From the telemetry perspective, the purpose of queue-proxy is similar to istio-proxy from Istio service mesh. It is a proxy that intercepts all traffic going to the workload and it emits telemetry data for any communication going to or from the workload.
Distributed tracing in Knative
The Knative project comes with a solid distributed tracing integration. Major parts of the system are already instrumented and the system creates trace data for transactions/requests that go to user workloads.
Internally at the moment, Knative uses OpenCensus instrumentation libraries that export data in Zipkin format. The inter-process context propagation uses Zipkin B3 and W3C Trace-Context standards. The Zipkin B3 propagation format is most likely used for legacy reasons to allow trace context propagation with older workloads instrumented with older technology. As a best practice, use the standard W3C Trace-Context which is natively used by the OpenTelemetry project.
Now let’s take a look at an example trace with two workloads (first and second). The workflow is similar to the diagram from the previous section: the first service receives an HTTP call and sends a cloud event to the second service. The full demo source code can be found in pavolloffay/knative-tracing.
The trace shows the following services interacting: activator, first workload, broker-ingress, imc-dispatcher, broker-filter, activator, and second workload. There are many services, right? A simple interaction of two workloads resulted in a trace that shows many Knative internal components. From the observability perspective, this is great because it can show issues in the infrastructure and additionally show cost associated with Knative request processing.
Let’s briefly example the data flow. The incoming HTTP request first goes through an activator service that is responsible for scaling up a workload, then its execution reaches the first workload. The first workload sends a cloud event which goes through the broker and dispatcher and finally reaches the second workload.

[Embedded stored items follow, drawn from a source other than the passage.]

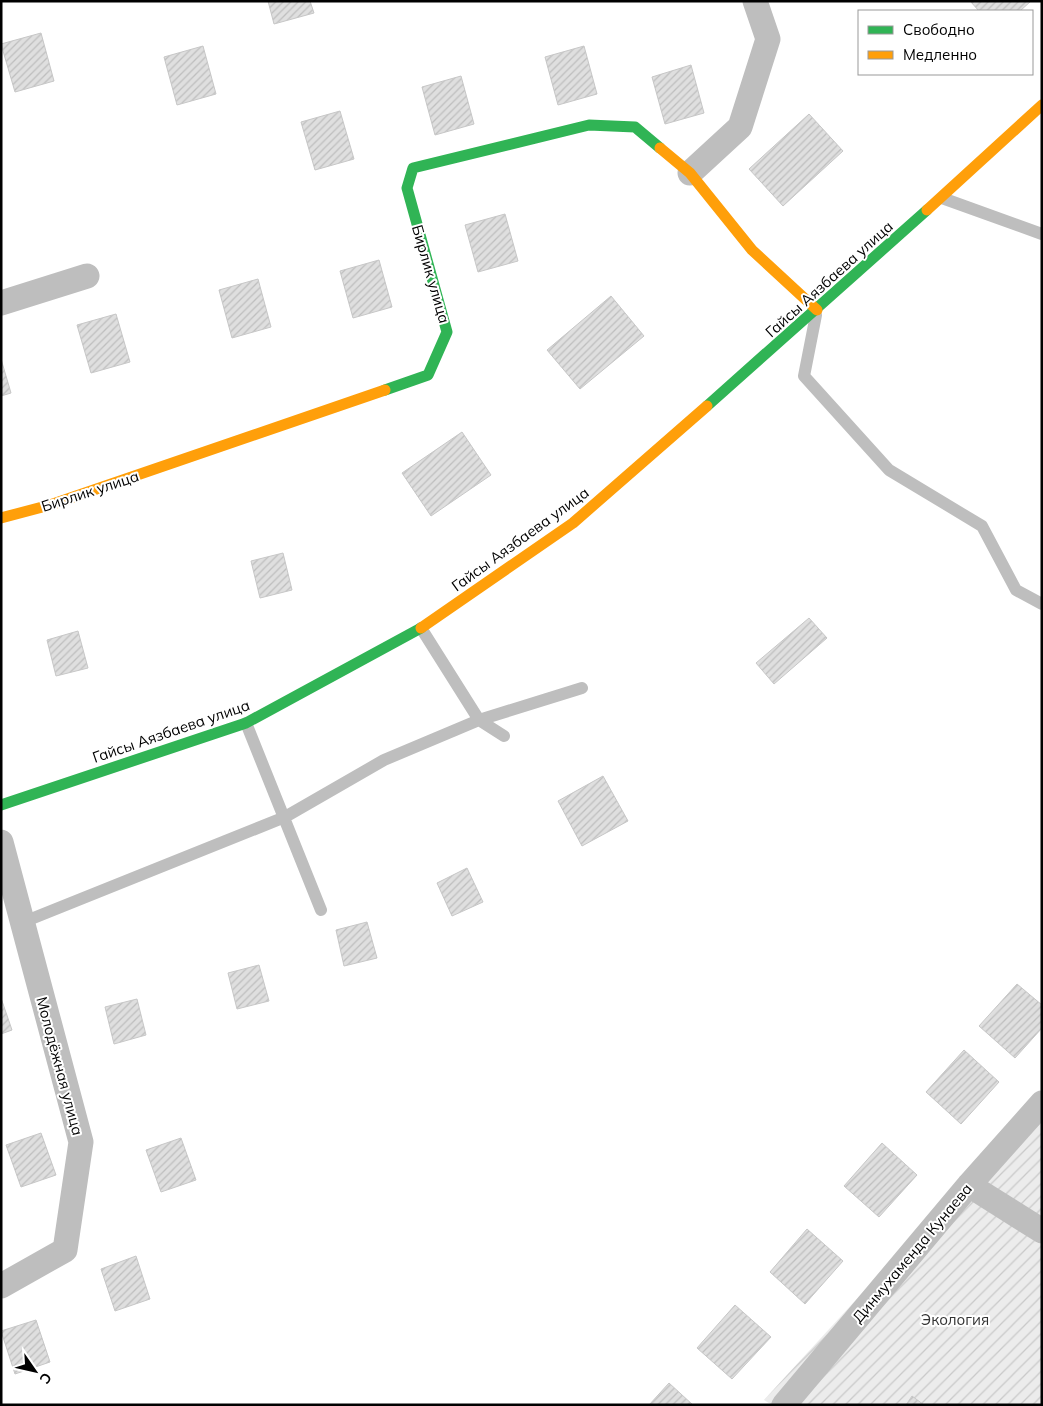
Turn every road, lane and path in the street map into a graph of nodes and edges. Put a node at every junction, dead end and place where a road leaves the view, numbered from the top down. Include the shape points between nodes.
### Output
1 (755, 1) edge
2 (1042, 105) edge
3 (690, 172) junction
4 (942, 198) junction
5 (1042, 234) edge
6 (87, 276) dead end
7 (1, 303) edge
8 (817, 310) junction
9 (1, 518) edge
10 (1042, 604) edge
11 (421, 628) junction
12 (582, 688) dead end
13 (480, 720) junction
14 (246, 723) junction
15 (504, 736) dead end
16 (1, 805) edge
17 (284, 817) junction
18 (1, 842) edge
19 (321, 910) dead end
20 (21, 923) junction
21 (1042, 1103) edge
22 (968, 1185) junction
23 (1042, 1231) edge
24 (1, 1286) edge
25 (788, 1404) edge

1 - 3 street via 768,39 740,127
2 - 4 main road, Гайсы Аязбаева улица
3 - 8 main road, Бирлик улица via 752,250
3 - 9 main road, Бирлик улица via 635,127 589,125 413,168 407,188 447,332 428,375 50,505
4 - 5 lane
4 - 8 main road, Гайсы Аязбаева улица
6 - 7 street
8 - 10 lane via 804,376 889,470 982,526 1016,590
8 - 11 main road, Гайсы Аязбаева улица via 573,523
11 - 13 lane
11 - 14 main road, Гайсы Аязбаева улица
12 - 13 lane
13 - 15 lane
13 - 17 lane via 384,760
14 - 16 main road, Гайсы Аязбаева улица
14 - 17 lane
17 - 19 lane
17 - 20 lane
18 - 20 street, Молодёжная улица
20 - 24 street, Молодёжная улица via 80,1142 66,1250
21 - 22 street, Динмухаменда Кунаева
22 - 23 street
22 - 25 street, Динмухаменда Кунаева

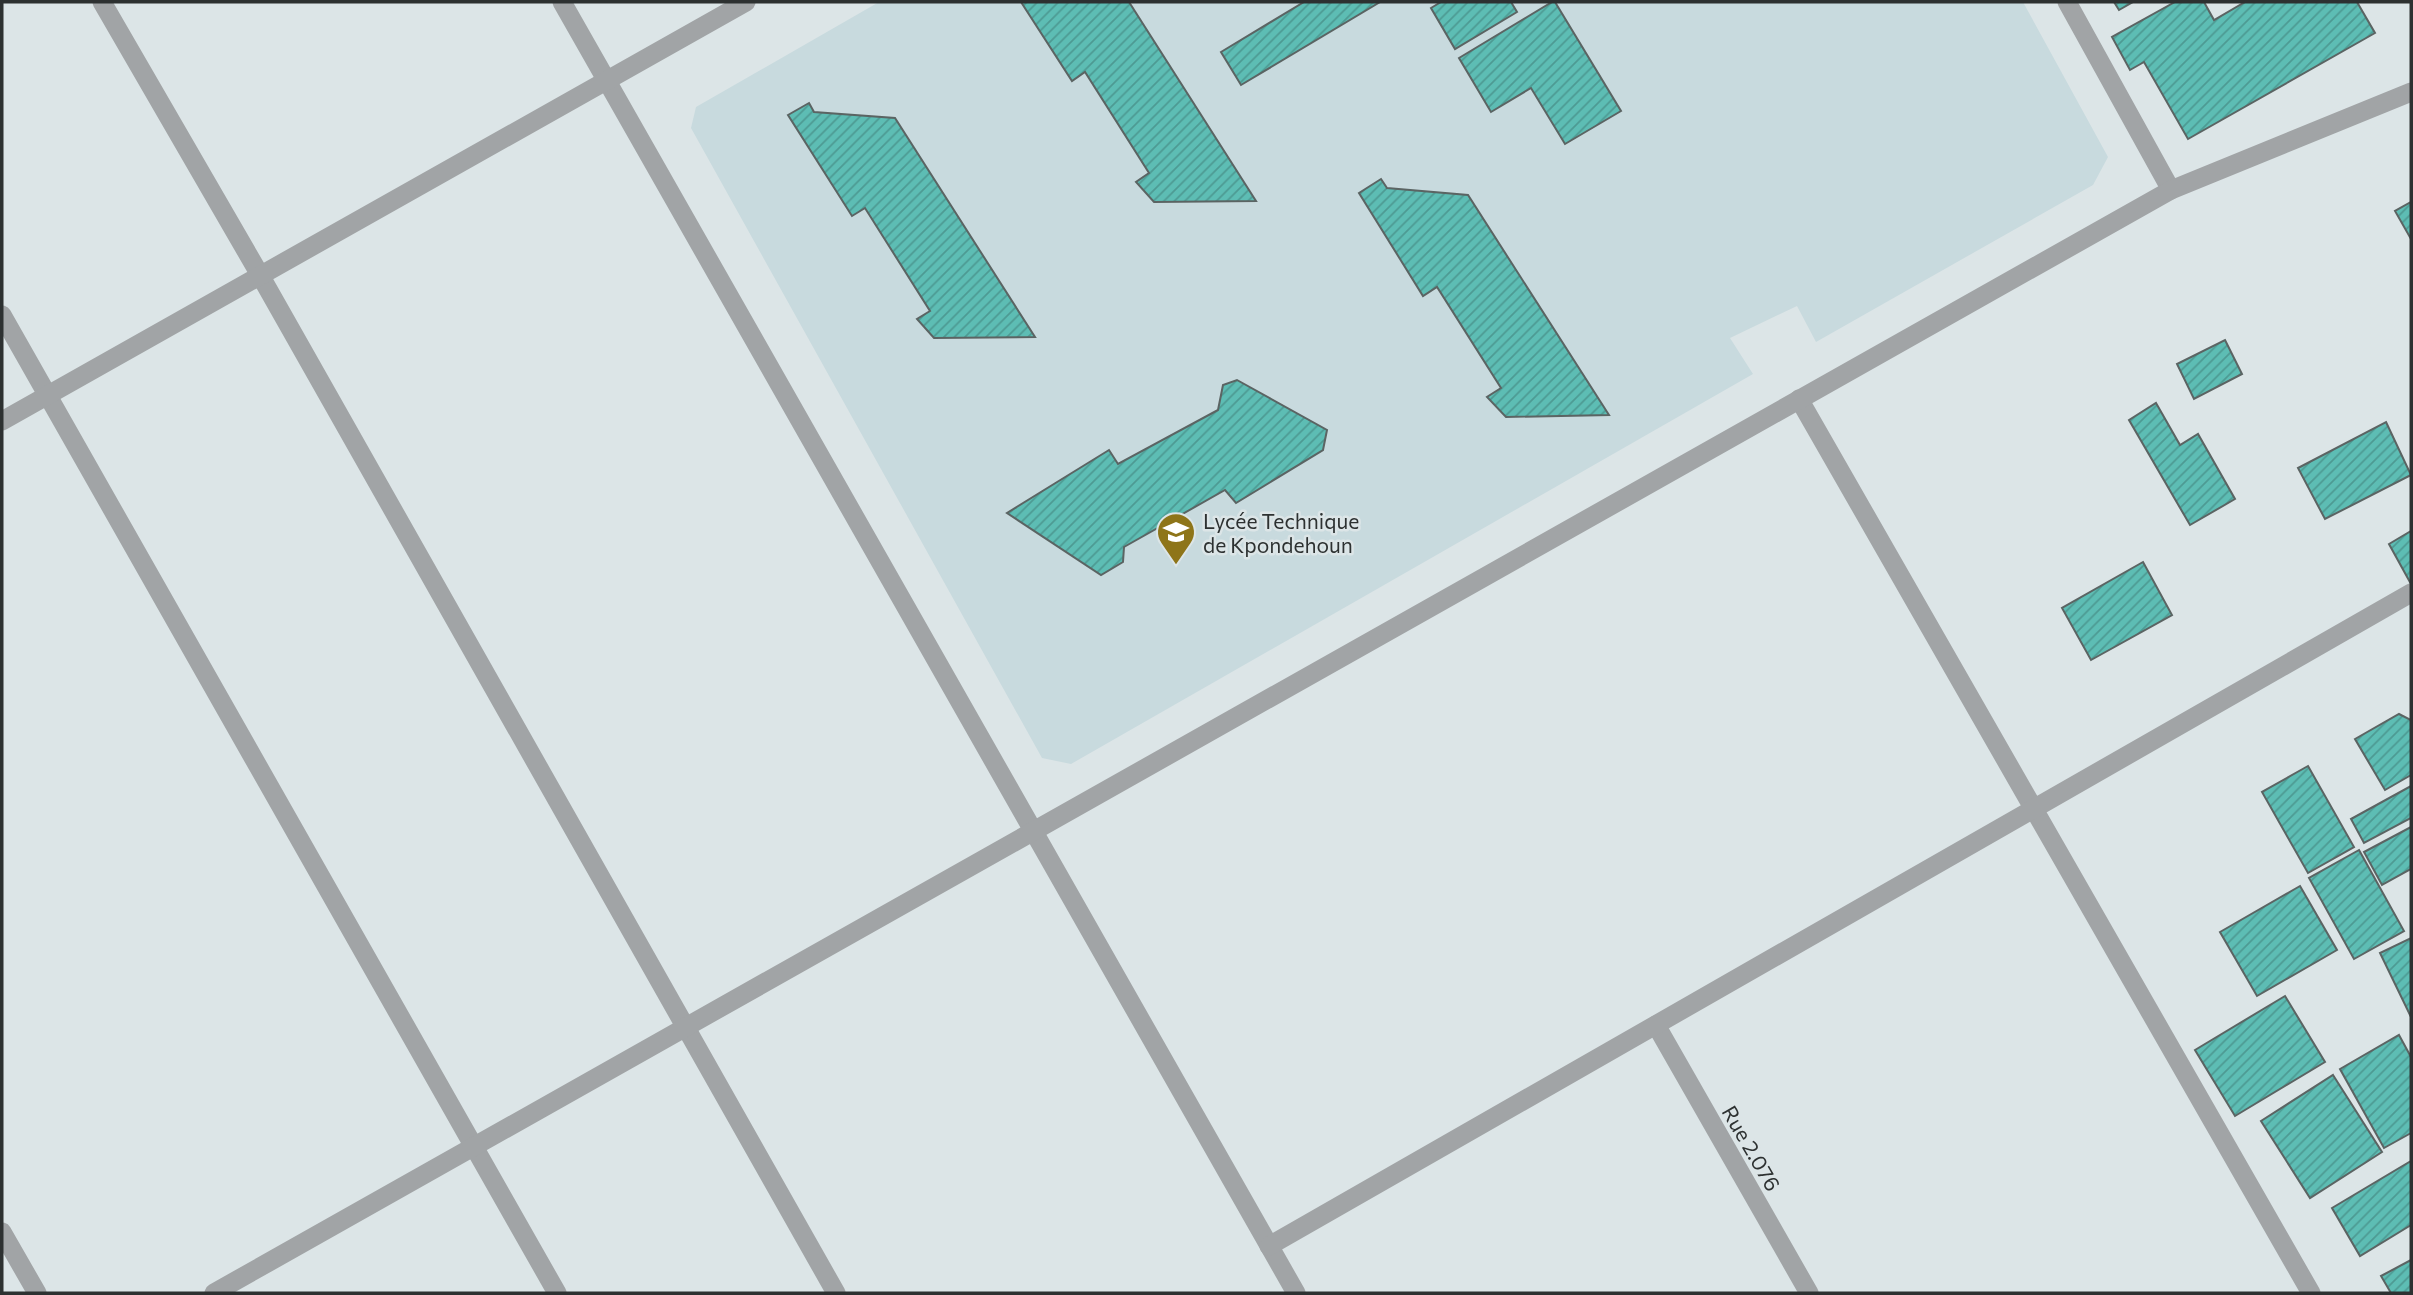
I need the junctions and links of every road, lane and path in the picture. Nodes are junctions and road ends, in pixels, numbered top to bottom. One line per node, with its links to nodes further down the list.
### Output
1 (102, 2): 8 (street)
2 (562, 2): 5 (street)
3 (746, 2): 5 (street)
4 (2067, 2): 7 (street)
5 (607, 80): 8 (street); 15 (street)
6 (2411, 92): 7 (street)
7 (2171, 190): 11 (street)
8 (260, 275): 10 (street); 17 (street)
9 (2, 315): 10 (street)
10 (48, 395): 12 (street); 18 (street)
11 (1799, 400): 14 (street); 15 (street)
12 (2, 421)
13 (2409, 601): 14 (street)
14 (2034, 808): 16 (street); 27 (street)
15 (1033, 832): 17 (street); 20 (street)
16 (1656, 1025): 20 (street); 26 (street, Rue 2.076)
17 (685, 1027): 18 (street); 24 (street)
18 (474, 1147): 22 (street); 23 (street)
19 (2, 1232): 21 (street)
20 (1269, 1246): 25 (street)
21 (37, 1293)
22 (214, 1293)
23 (557, 1293)
24 (836, 1293)
25 (1296, 1293)
26 (1809, 1293)
27 (2311, 1293)

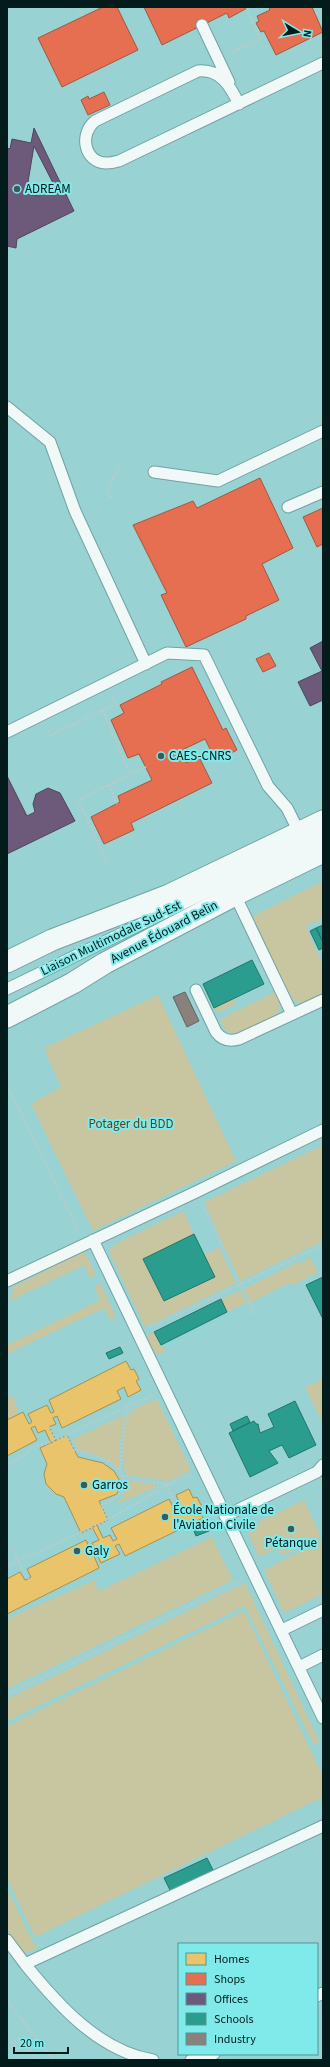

Now let’s take a closer look at the user workloads. The first service is a Golang service with a single REST API endpoint. The endpoint implementation creates a cloud event and sends it to the broker. Let’s take a look at important facts from the observability perspective:
- REST API is instrumented with OpenTelemetry. This allows us to link traces started in the Knative activator service with spans created in the workload and further link it with outbound spans - e.g. to calls to the second service.
- The workload is using instrumented Cloudevents client/SDK - similarly to the previous point it allows us to continue the trace in the outbound request (in this scenario to the second service).
How is the trace-context (
sampled flag) being propagated in our example applications? The trace-context is propagated in HTTP headers both for incoming HTTP requests into the first service and as well for cloud events sent to the second service. The trace-context is not attached directly to the event extensions/attributes.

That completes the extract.